(Stored items)
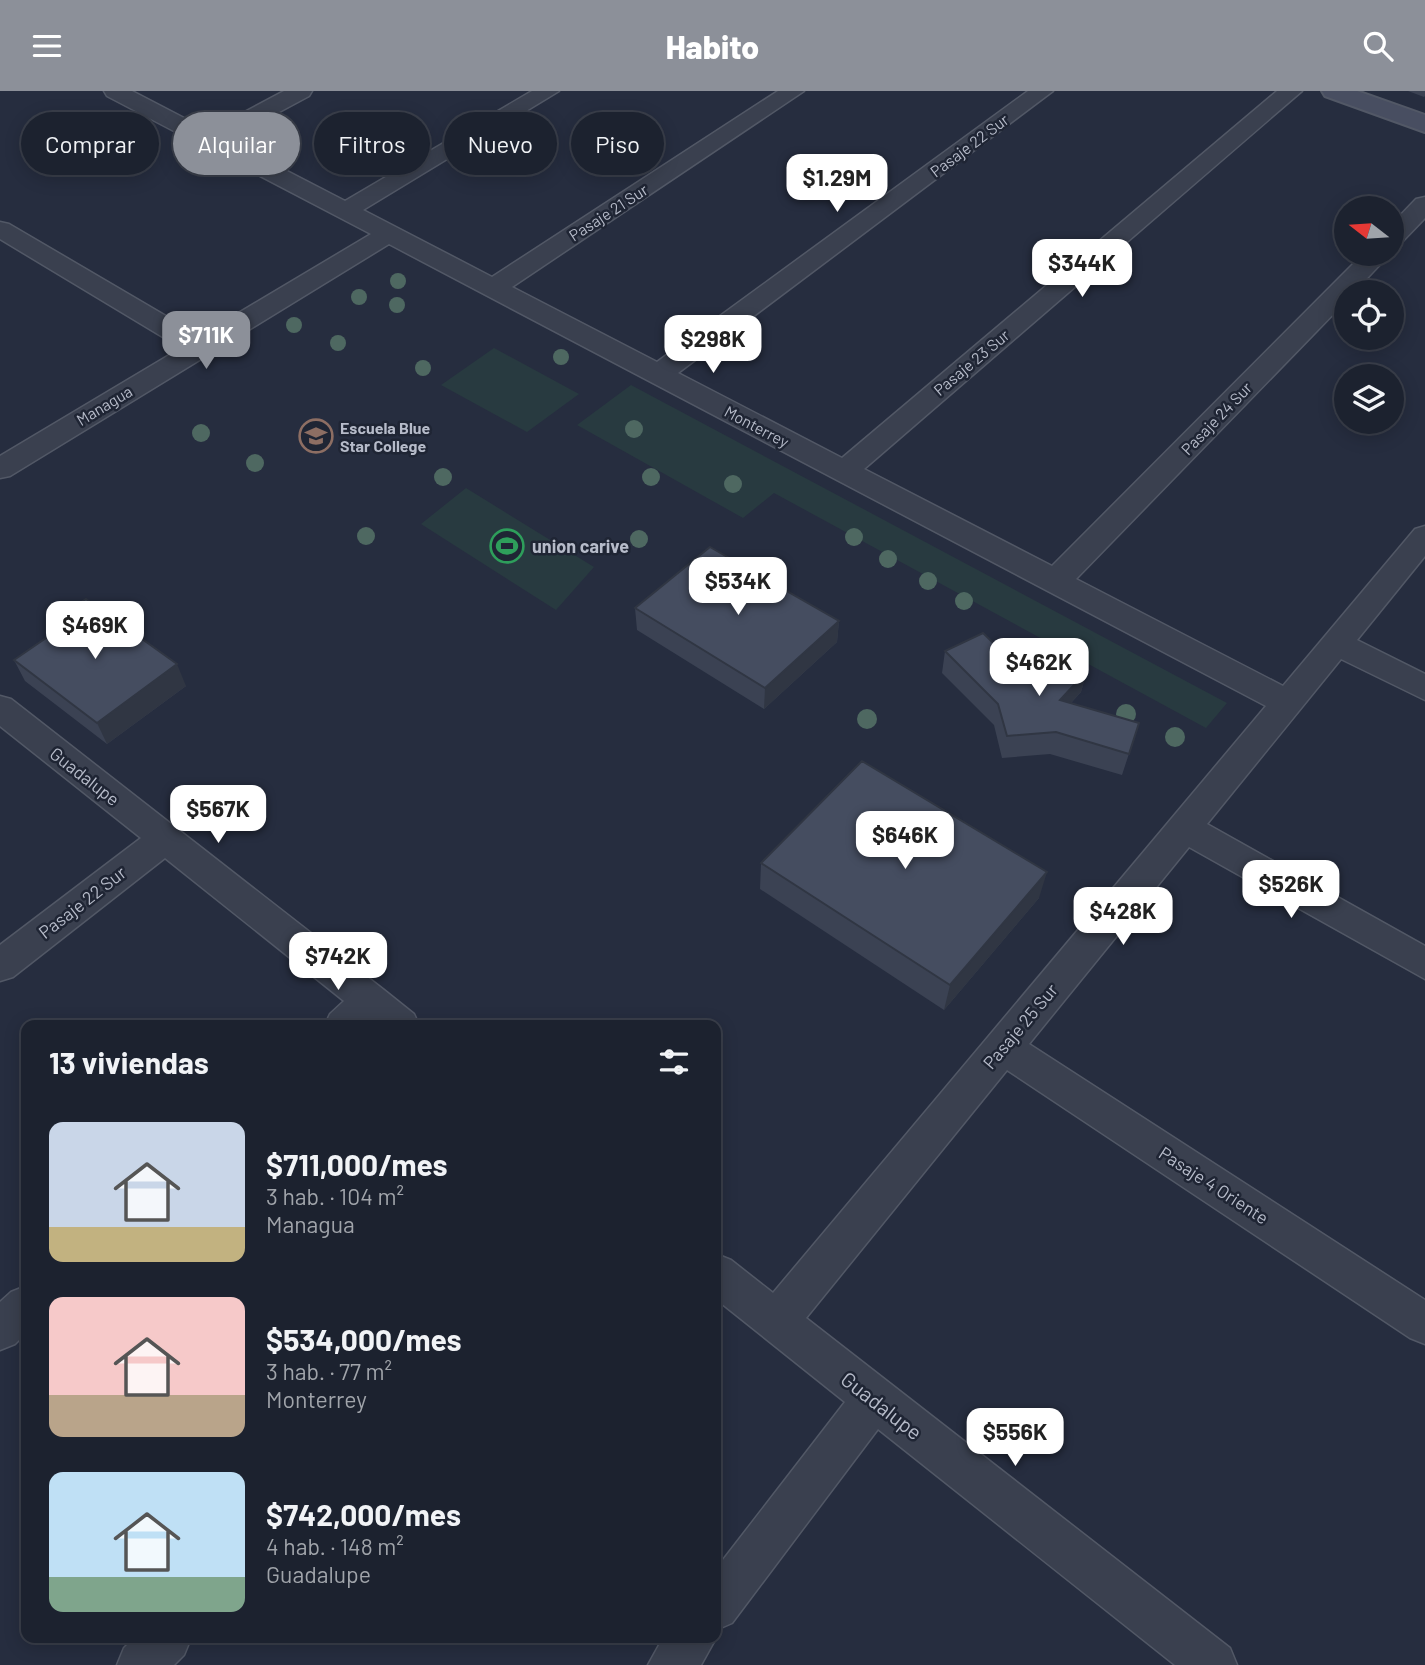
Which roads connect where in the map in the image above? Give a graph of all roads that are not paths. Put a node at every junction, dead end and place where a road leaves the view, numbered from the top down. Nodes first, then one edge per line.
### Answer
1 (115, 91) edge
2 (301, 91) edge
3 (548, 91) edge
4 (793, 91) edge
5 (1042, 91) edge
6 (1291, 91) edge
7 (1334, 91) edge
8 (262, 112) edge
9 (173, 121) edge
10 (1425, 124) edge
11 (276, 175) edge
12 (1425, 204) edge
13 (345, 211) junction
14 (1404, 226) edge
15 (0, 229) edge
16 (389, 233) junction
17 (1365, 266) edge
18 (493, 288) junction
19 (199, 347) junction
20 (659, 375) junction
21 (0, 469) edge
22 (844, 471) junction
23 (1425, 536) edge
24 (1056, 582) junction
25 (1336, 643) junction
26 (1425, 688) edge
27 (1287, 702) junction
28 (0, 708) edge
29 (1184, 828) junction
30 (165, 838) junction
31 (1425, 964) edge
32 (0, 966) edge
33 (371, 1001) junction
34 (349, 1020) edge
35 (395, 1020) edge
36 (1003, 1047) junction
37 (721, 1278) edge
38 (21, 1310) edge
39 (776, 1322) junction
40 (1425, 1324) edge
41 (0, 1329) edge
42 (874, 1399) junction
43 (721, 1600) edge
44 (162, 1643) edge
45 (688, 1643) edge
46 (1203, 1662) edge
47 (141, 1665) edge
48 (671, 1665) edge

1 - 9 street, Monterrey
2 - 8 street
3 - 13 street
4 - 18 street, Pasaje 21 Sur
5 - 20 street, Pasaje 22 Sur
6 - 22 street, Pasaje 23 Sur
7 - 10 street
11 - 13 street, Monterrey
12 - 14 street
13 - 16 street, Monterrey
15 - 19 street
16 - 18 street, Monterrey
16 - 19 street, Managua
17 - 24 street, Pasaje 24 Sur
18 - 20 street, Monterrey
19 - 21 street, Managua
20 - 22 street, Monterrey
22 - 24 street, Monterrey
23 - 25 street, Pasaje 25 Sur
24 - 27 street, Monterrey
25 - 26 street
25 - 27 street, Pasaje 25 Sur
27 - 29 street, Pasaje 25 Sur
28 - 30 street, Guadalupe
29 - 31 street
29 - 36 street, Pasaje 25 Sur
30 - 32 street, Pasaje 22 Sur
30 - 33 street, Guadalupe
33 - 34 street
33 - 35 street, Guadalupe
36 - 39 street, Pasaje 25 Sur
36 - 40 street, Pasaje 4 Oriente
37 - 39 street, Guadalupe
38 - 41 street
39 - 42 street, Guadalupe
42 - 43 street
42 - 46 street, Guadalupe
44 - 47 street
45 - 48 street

● TASK BRIEF
A faithful, complete copy of the records above is required, one that contains no pictures.

● TASK RESULT
Which roads connect where in the map in the image above? Give a graph of all roads that are not paths. Put a node at every junction, dead end and place where a road leaves the view, numbered from the top down. Nodes first, then one edge per line.
### Answer
1 (115, 91) edge
2 (301, 91) edge
3 (548, 91) edge
4 (793, 91) edge
5 (1042, 91) edge
6 (1291, 91) edge
7 (1334, 91) edge
8 (262, 112) edge
9 (173, 121) edge
10 (1425, 124) edge
11 (276, 175) edge
12 (1425, 204) edge
13 (345, 211) junction
14 (1404, 226) edge
15 (0, 229) edge
16 (389, 233) junction
17 (1365, 266) edge
18 (493, 288) junction
19 (199, 347) junction
20 (659, 375) junction
21 (0, 469) edge
22 (844, 471) junction
23 (1425, 536) edge
24 (1056, 582) junction
25 (1336, 643) junction
26 (1425, 688) edge
27 (1287, 702) junction
28 (0, 708) edge
29 (1184, 828) junction
30 (165, 838) junction
31 (1425, 964) edge
32 (0, 966) edge
33 (371, 1001) junction
34 (349, 1020) edge
35 (395, 1020) edge
36 (1003, 1047) junction
37 (721, 1278) edge
38 (21, 1310) edge
39 (776, 1322) junction
40 (1425, 1324) edge
41 (0, 1329) edge
42 (874, 1399) junction
43 (721, 1600) edge
44 (162, 1643) edge
45 (688, 1643) edge
46 (1203, 1662) edge
47 (141, 1665) edge
48 (671, 1665) edge

1 - 9 street, Monterrey
2 - 8 street
3 - 13 street
4 - 18 street, Pasaje 21 Sur
5 - 20 street, Pasaje 22 Sur
6 - 22 street, Pasaje 23 Sur
7 - 10 street
11 - 13 street, Monterrey
12 - 14 street
13 - 16 street, Monterrey
15 - 19 street
16 - 18 street, Monterrey
16 - 19 street, Managua
17 - 24 street, Pasaje 24 Sur
18 - 20 street, Monterrey
19 - 21 street, Managua
20 - 22 street, Monterrey
22 - 24 street, Monterrey
23 - 25 street, Pasaje 25 Sur
24 - 27 street, Monterrey
25 - 26 street
25 - 27 street, Pasaje 25 Sur
27 - 29 street, Pasaje 25 Sur
28 - 30 street, Guadalupe
29 - 31 street
29 - 36 street, Pasaje 25 Sur
30 - 32 street, Pasaje 22 Sur
30 - 33 street, Guadalupe
33 - 34 street
33 - 35 street, Guadalupe
36 - 39 street, Pasaje 25 Sur
36 - 40 street, Pasaje 4 Oriente
37 - 39 street, Guadalupe
38 - 41 street
39 - 42 street, Guadalupe
42 - 43 street
42 - 46 street, Guadalupe
44 - 47 street
45 - 48 street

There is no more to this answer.